Fortran is currently being used to get spacecraft to orbit, and will be for a long time to come (I speak with first hand knowledge).
Fortran's benchmarks are like Beckenbauer entering open trials for the German team for this summer's World Cup and not only winning the sweeper slot, but being competitive for both winger and striker and only just losing out for the goalie...
It is one thing knowing that it ought still be good for something (I actually do think Fortran would make a great coach, at least for the English team) and definitely not be the best at others (eg never make goalie for the Dutch team) but for it to be broadly competitive at all is amusing, and so apparently think the intertubes.
Though apparently the most interesting thing on the intertubes is someone lazily and hastily confusing one early 90s web oriented structured object oriented code loosely based on C, for another entirely different similarly named code structured object oriented code loosely based on C, but using a slightly different syntax and structure, but very different target audience...
java/mocha/whateva
Must remember that if I ever want to pump up traffic.
Since you're not taking this too seriously, here are some funny answers:
http://stackoverflow.com/questions/245062/whats-the-difference-between-…
If you want to pump up traffic, drop tantalizing hints about upcoming extrasolar planet announcements and rhapsodize about where the US Navy has placed its carriers. Lets go back to the good old days!
Oh, I figured out how to pump up traffic a few years ago and doing so felt too slimy to actually do it. I'd have to go too far downmarket for my tastes, and go to gee-wiz on the hype. Also too busy with my real jobs.
I actually have a real problem with blogging about sciency bits, which is that I am now an ApJ Science Editor, and I Must Not, in general, do stuff like leak interesting hints about extrasolar planets - I'm handling a significant fraction of the papers.
We haven't decided how to handle this yet, since I think the ApJ vaguely does think it might like to join the modern world in terms of communicating exciting sciency bits.
I don't think the US Navy is crazy enough to cross the Bosphorus with a carrier group...

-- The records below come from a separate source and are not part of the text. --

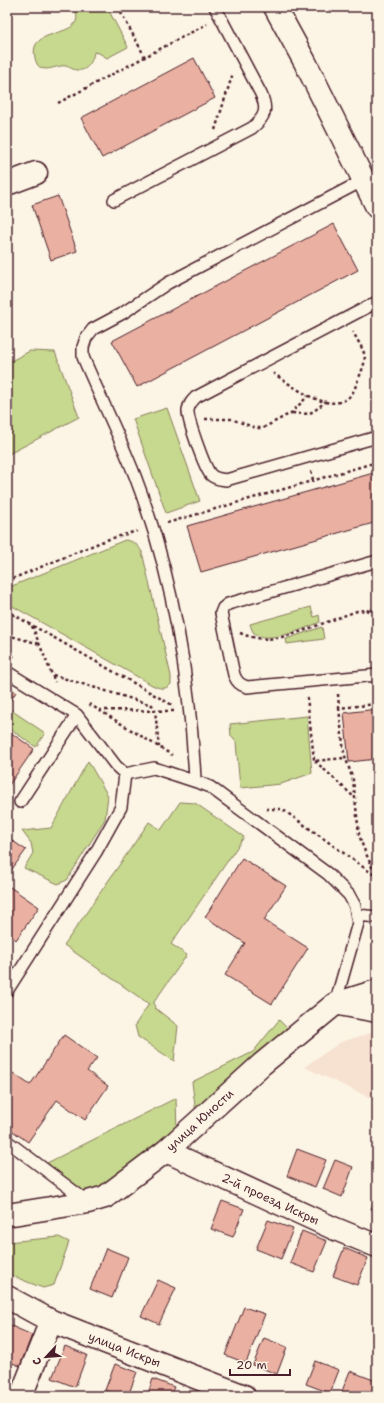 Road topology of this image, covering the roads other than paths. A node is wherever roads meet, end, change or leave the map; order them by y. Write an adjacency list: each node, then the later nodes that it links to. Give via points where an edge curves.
1 (215, 7): 6 (lane, via 265,103 261,120 252,128)
2 (275, 7): 4 (street)
3 (36, 173): 5 (street)
4 (364, 180): 7 (street); 15 (lane, via 168,283 123,313 93,329 83,347 83,357 135,476 153,527 169,587 178,630)
5 (7, 184)
6 (114, 200)
7 (377, 207)
8 (377, 302): 9 (lane, via 196,397 188,412 206,467 217,479 226,480)
9 (377, 437)
10 (377, 561): 12 (lane, via 228,604 221,613 234,675 242,686 247,688)
11 (7, 672): 13 (lane)
12 (377, 675)
13 (77, 715): 14 (lane); 16 (lane)
14 (125, 774): 15 (lane, via 154,768); 19 (lane, via 121,807 96,852)
15 (195, 780): 17 (lane, via 210,787 328,874 349,895)
16 (20, 802)
17 (357, 915): 18 (lane); 21 (lane, via 358,923)
18 (377, 917)
19 (7, 991)
20 (377, 991): 21 (street, улица Юности)
21 (335, 1004): 22 (street); 24 (street, улица Юности, via 262,1064)
22 (377, 1011)
23 (7, 1141): 25 (lane)
24 (166, 1151): 25 (street, улица Юности, via 105,1198); 27 (street, 2-й проезд Искры)
25 (88, 1202): 26 (street, улица Юности)
26 (7, 1215)
27 (377, 1246)
28 (7, 1297): 29 (street, улица Искры)
29 (51, 1321): 30 (street); 31 (street, улица Искры)
30 (21, 1396)
31 (244, 1396) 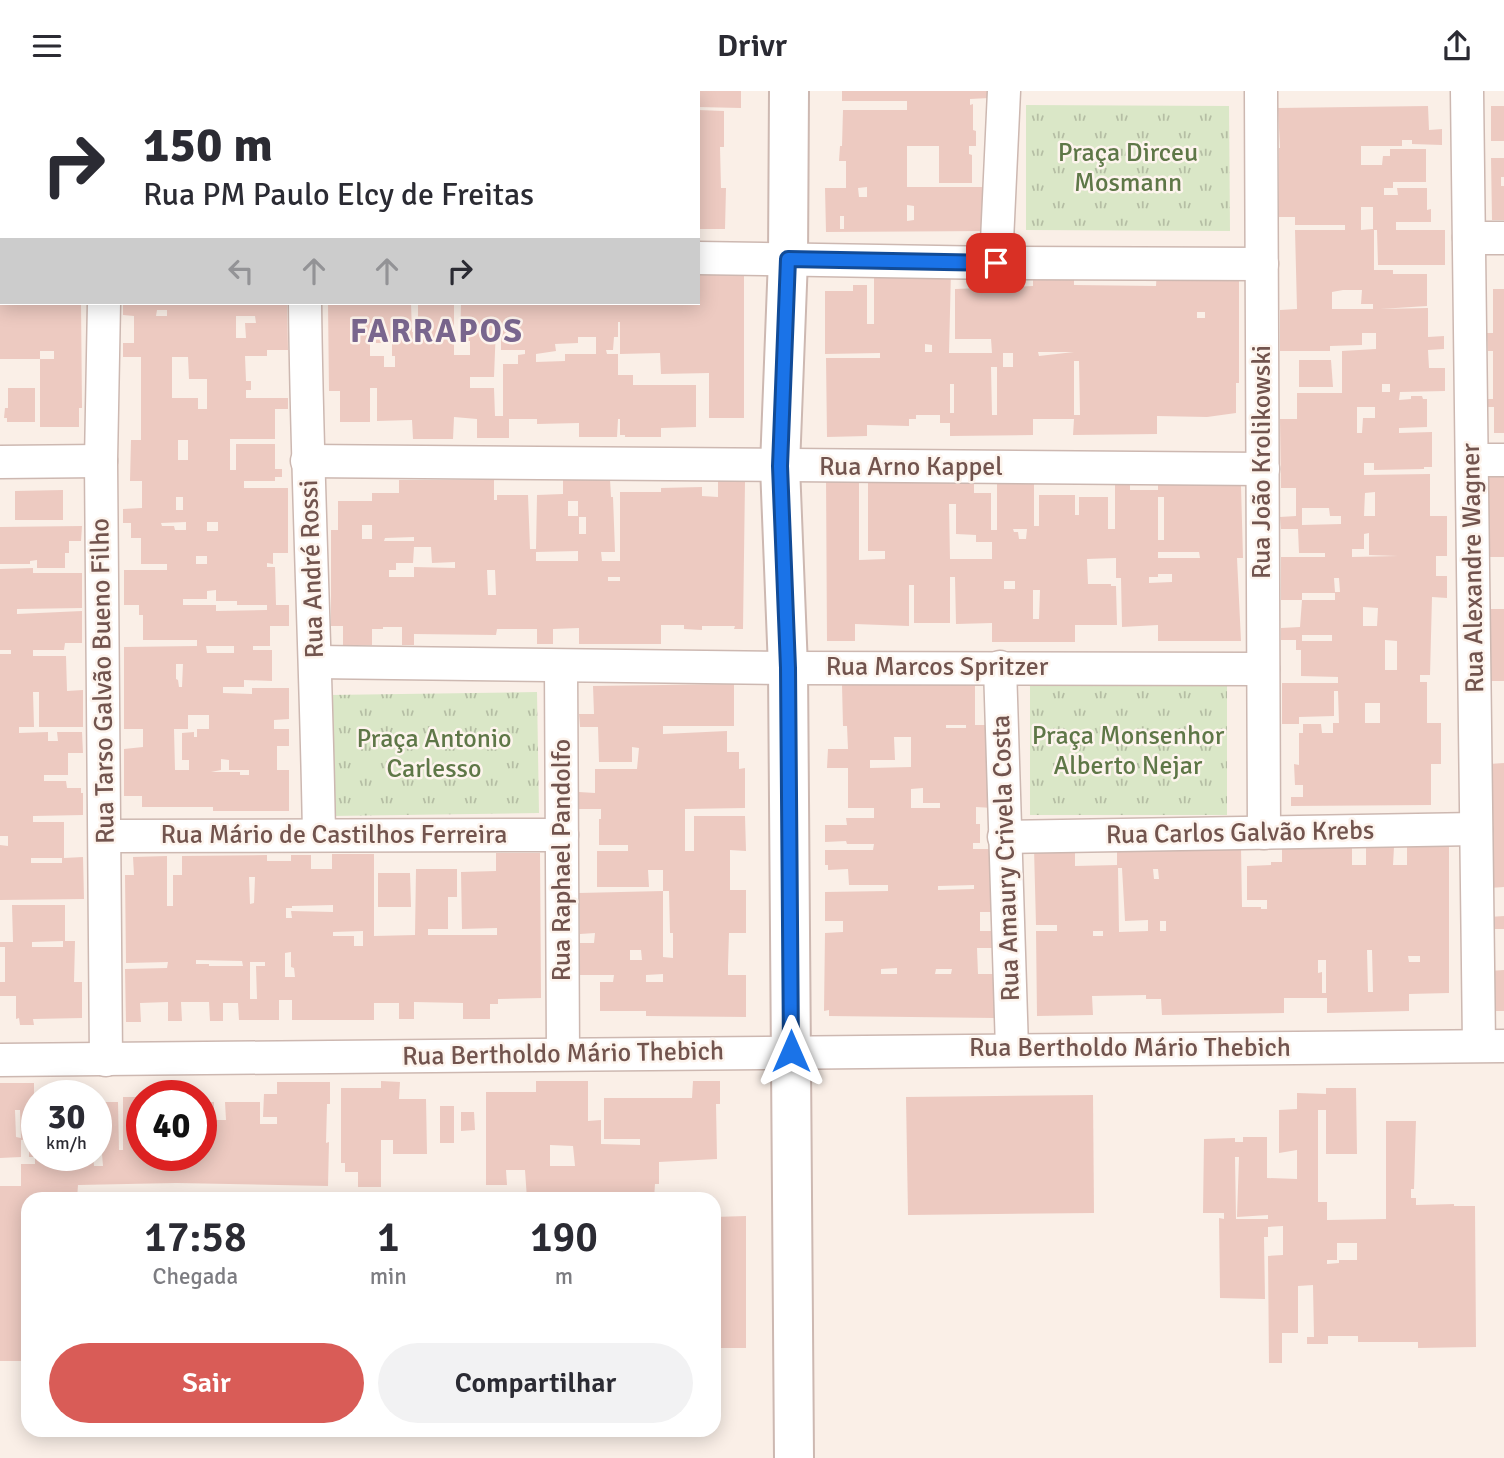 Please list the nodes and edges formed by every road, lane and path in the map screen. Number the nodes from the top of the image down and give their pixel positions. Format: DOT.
graph roads {
  1 [pos="789,91"];
  2 [pos="1004,91"];
  3 [pos="1261,91"];
  4 [pos="1467,91"];
  5 [pos="1469,238"];
  6 [pos="1504,238"];
  7 [pos="700,258"];
  8 [pos="788,259"];
  9 [pos="996,263"];
  10 [pos="1262,264"];
  11 [pos="104,305"];
  12 [pos="304,305"];
  13 [pos="1472,460"];
  14 [pos="1504,460"];
  15 [pos="101,461"];
  16 [pos="307,461"];
  17 [pos="0,463"];
  18 [pos="780,466"];
  19 [pos="1263,469"];
  20 [pos="316,662"];
  21 [pos="561,666"];
  22 [pos="1000,667"];
  23 [pos="788,668"];
  24 [pos="1263,669"];
  25 [pos="1476,829"];
  26 [pos="1264,833"];
  27 [pos="319,835"];
  28 [pos="562,835"];
  29 [pos="105,836"];
  30 [pos="1004,837"];
  31 [pos="1491,1045"];
  32 [pos="1012,1049"];
  33 [pos="791,1051"];
  34 [pos="563,1053"];
  35 [pos="0,1060"];
  36 [pos="106,1060"];
  37 [pos="794,1458"];
  1 -- 8 [label="street"];
  2 -- 9 [label="street"];
  3 -- 10 [label="street, Rua João Krolikowski"];
  4 -- 5 [label="street, Rua Alexandre Wagner"];
  5 -- 6 [label="street"];
  5 -- 13 [label="street, Rua Alexandre Wagner"];
  7 -- 8 [label="street"];
  8 -- 9 [label="street"];
  8 -- 18 [label="street"];
  9 -- 10 [label="street"];
  10 -- 19 [label="street, Rua João Krolikowski"];
  11 -- 15 [label="street, Rua Tarso Galvão Bueno Filho"];
  12 -- 16 [label="street, Rua André Rossi"];
  13 -- 14 [label="street"];
  13 -- 25 [label="street, Rua Alexandre Wagner"];
  15 -- 17 [label="street"];
  15 -- 29 [label="street, Rua Tarso Galvão Bueno Filho"];
  16 -- 18 [label="street, Rua Arno Kappel"];
  16 -- 20 [label="street, Rua André Rossi"];
  18 -- 19 [label="street, Rua Arno Kappel"];
  18 -- 23 [label="street"];
  19 -- 24 [label="street, Rua João Krolikowski"];
  20 -- 21 [label="street, Rua Marcos Spritzer"];
  20 -- 27 [label="street, Rua André Rossi"];
  21 -- 23 [label="street, Rua Marcos Spritzer"];
  21 -- 28 [label="street, Rua Raphael Pandolfo"];
  22 -- 23 [label="street, Rua Marcos Spritzer"];
  22 -- 24 [label="street, Rua Marcos Spritzer"];
  22 -- 30 [label="street, Rua Amaury Crivela Costa"];
  23 -- 33 [label="street"];
  24 -- 26 [label="street, Rua João Krolikowski"];
  25 -- 26 [label="street, Rua Carlos Galvão Krebs"];
  25 -- 31 [label="street, Rua Alexandre Wagner"];
  26 -- 30 [label="street, Rua Carlos Galvão Krebs"];
  27 -- 28 [label="street, Rua Mário de Castilhos Ferreira"];
  27 -- 29 [label="street, Rua Mário de Castilhos Ferreira"];
  28 -- 34 [label="street, Rua Raphael Pandolfo"];
  29 -- 36 [label="street, Rua Tarso Galvão Bueno Filho"];
  30 -- 32 [label="street, Rua Amaury Crivela Costa"];
  31 -- 32 [label="street, Rua Bertholdo Mário Thebich"];
  32 -- 33 [label="street, Rua Bertholdo Mário Thebich"];
  33 -- 34 [label="street, Rua Bertholdo Mário Thebich"];
  33 -- 37 [label="street"];
  34 -- 36 [label="street, Rua Bertholdo Mário Thebich"];
  35 -- 36 [label="street, Rua Bertholdo Mário Thebich"];
}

On the other hand that might be better than me feeling like I must keep the blog alive by posting another free verse.
OTOH - Real programmers still use C for benchmark baselines.
I don’t think the US Navy is crazy enough to cross the Bosphorus with a carrier group…
Why would they need to? If they were inclined to stir up trouble over the Russia/Ukraine situation, or even be on hand as a deterrent, they could park that carrier group just south of the Dardanelles, or use NATO bases in Poland and other nearby countries. Not that I think the CinC is eager to stir up trouble, although some of the fire-breathers in the opposition are. Besides which, is the Turkish government crazy enough to allow a US carrier group to transit the Bosphorus?
Poland to Crimea/Eastern Ukraine is a long way to go... but no, there is no way Turkey would permit hostile passage of the Bosphorus, however amusing it'd be for a demonstration off Sevastopol...
I personally favour the theory that Crimea has formally reverted to Turkey now that it has separated from the Ukraine ;-)
Ulf@13: " Fortran is not “safe”. In fact, the pointer problem mentioned by Omega can be easily reproduced in Fortran; just pass two overlapping pointers (sub-arrays of an array) to a unction. The Fortran compiler will by default produce incorrect, but fast code, while the C compiler produces by default (without keywords) correct, slower code."
Sorry, but this is wrong. The Fortran language specification says that you are not allowed to do that. Therefore the compiler does not produce incorrect code, it's the programmer who broke the rules, not the user.
Language standards are a contract that cuts both ways. They are not just restrictions on the compiler, but also on the user.